• What you will do
Output the data that follows exactly, line for line.

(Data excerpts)

Start of Block

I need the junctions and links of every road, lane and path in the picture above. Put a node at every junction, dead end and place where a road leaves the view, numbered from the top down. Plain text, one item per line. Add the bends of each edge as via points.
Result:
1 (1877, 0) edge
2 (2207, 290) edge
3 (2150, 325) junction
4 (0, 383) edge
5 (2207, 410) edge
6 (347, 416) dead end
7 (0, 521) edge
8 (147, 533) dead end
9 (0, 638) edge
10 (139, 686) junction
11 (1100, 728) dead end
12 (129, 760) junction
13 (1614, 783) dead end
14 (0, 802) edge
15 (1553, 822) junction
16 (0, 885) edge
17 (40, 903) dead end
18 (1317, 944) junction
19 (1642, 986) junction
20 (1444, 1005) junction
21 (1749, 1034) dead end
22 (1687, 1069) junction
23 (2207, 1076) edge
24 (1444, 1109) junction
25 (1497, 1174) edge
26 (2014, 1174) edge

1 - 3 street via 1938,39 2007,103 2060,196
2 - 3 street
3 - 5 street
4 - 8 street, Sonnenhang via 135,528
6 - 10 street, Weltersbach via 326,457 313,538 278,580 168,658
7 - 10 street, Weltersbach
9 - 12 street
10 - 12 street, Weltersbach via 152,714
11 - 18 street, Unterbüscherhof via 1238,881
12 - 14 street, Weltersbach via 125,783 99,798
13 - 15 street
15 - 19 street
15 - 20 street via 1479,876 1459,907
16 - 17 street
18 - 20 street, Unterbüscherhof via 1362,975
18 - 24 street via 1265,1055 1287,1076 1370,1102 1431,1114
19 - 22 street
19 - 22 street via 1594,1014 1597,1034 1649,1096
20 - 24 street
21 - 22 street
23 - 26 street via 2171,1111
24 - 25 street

End of Block

• Solution to this exercise
I need the junctions and links of every road, lane and path in the picture above. Put a node at every junction, dead end and place where a road leaves the view, numbered from the top down. Plain text, one item per line. Add the bends of each edge as via points.
Result:
1 (1877, 0) edge
2 (2207, 290) edge
3 (2150, 325) junction
4 (0, 383) edge
5 (2207, 410) edge
6 (347, 416) dead end
7 (0, 521) edge
8 (147, 533) dead end
9 (0, 638) edge
10 (139, 686) junction
11 (1100, 728) dead end
12 (129, 760) junction
13 (1614, 783) dead end
14 (0, 802) edge
15 (1553, 822) junction
16 (0, 885) edge
17 (40, 903) dead end
18 (1317, 944) junction
19 (1642, 986) junction
20 (1444, 1005) junction
21 (1749, 1034) dead end
22 (1687, 1069) junction
23 (2207, 1076) edge
24 (1444, 1109) junction
25 (1497, 1174) edge
26 (2014, 1174) edge

1 - 3 street via 1938,39 2007,103 2060,196
2 - 3 street
3 - 5 street
4 - 8 street, Sonnenhang via 135,528
6 - 10 street, Weltersbach via 326,457 313,538 278,580 168,658
7 - 10 street, Weltersbach
9 - 12 street
10 - 12 street, Weltersbach via 152,714
11 - 18 street, Unterbüscherhof via 1238,881
12 - 14 street, Weltersbach via 125,783 99,798
13 - 15 street
15 - 19 street
15 - 20 street via 1479,876 1459,907
16 - 17 street
18 - 20 street, Unterbüscherhof via 1362,975
18 - 24 street via 1265,1055 1287,1076 1370,1102 1431,1114
19 - 22 street
19 - 22 street via 1594,1014 1597,1034 1649,1096
20 - 24 street
21 - 22 street
23 - 26 street via 2171,1111
24 - 25 street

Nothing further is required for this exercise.